Brief 8, November 2019

Schüler*innen und Lehrer*innen begegnen sich auf Augenhöhe. Was ist damit gemeint?

„Die Autorität des Lehrers schadet oft denen, die lernen wollen.“ Markus Tullius Cicero

Lieber Valentin,

Dein wertschätzender Blick ist die kraftvollste Zuwendung, die eine Schülerin oder ein Schüler von Dir bekommen kann. Dein Blick, der Deinem Schüler oder Deiner Schülerin signalisiert „du bist ok“ wie du bist. Dein Blick, der Deiner Schülerin oder Deinem Schüler glaubhaft deutlich macht, dass er oder sie für Dich als Mensch gleichwertig ist, Du dich mit ihr oder ihm auf Augenhöhe austauschen willst. Dein Blick, der ihm oder ihr versichert, dass er oder sie Vertrauen darin haben kann, dass du sie oder ihn nicht beschämen wirst, auch wenn er oder sie ihre eigenen Werte lebt, die sich möglicherweise von Deinen unterscheiden. 

In einem zwischenmenschlichen Klima, das durch solche Blicke geprägt ist, kann sich bei den Schülerinnen und Schülern ein Vertrauen zu Dir und den Schülern*innen aufbauen. Dies ist die wichtigste Voraussetzung dafür, neue Zuversicht zu bekommen. Auf dieser Basis können sie sich ihren Mitmenschen gegenüber öffnen, Neues ausprobieren, Erfahrungen des Scheiterns  revidieren und neuen Mut  fassen.

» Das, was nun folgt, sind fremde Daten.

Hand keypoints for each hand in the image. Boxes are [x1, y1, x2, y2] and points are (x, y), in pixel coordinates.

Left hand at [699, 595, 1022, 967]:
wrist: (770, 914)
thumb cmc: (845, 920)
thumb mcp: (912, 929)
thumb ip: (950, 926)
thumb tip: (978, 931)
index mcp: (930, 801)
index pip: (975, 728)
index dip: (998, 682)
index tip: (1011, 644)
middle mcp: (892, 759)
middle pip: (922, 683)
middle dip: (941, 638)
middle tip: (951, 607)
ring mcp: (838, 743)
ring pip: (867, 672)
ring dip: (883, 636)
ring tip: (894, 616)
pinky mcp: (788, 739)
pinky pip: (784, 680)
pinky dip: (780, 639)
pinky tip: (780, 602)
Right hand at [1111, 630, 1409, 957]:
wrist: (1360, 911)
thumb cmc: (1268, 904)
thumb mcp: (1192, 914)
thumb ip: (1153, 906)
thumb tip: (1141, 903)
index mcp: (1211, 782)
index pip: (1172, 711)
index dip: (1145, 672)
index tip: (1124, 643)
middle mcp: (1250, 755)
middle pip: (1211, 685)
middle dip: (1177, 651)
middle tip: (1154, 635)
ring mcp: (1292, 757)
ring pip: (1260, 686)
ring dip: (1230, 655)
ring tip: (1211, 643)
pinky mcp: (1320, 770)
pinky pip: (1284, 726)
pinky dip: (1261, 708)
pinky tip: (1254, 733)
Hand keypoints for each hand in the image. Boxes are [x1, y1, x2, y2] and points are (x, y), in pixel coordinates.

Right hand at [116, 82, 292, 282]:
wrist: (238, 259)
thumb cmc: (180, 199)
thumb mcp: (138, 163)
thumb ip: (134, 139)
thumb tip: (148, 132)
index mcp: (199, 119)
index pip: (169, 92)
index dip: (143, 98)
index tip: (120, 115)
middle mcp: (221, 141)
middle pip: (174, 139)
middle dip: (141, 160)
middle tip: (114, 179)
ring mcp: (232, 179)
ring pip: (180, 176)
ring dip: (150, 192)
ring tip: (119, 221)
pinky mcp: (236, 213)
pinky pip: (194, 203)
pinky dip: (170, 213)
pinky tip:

Für viele Schülerinnen und Schüler an den Berufsschulen ist ein solches Klima besonders wichtig. Viele von ihnen haben ein schwach ausgebildetes Selbstwertgefühl. Sie sind oft beschämt worden, weil sie den üblichen Leistungs- und Verhaltensanforderungen nicht gerecht werden konnten oder in den entsprechenden Situationen nicht wollten. Einige Schülerinnen und Schüler zeigen Verhaltensweisen, die eher unüblich sind. Es sollte Dir bewusst sein, dass die Schüler*innen diese Verhaltensweisen als Überlebensstrategien gelernt haben, auf die sie sich erst einmal verlassen können. Wenn wir unseren Schülern „auf Augenhöhe“ begegnen, dann meint das, dass wir sie in ihrem Sosein respektieren und als Menschen annehmen. Wir überprüfen und thematisieren in einem Vertrauensverhältnis, die Eignung ihres Verhaltens für ihr eigenes Wachstum und für das hilfreiche Zusammenleben in unserer Schule. 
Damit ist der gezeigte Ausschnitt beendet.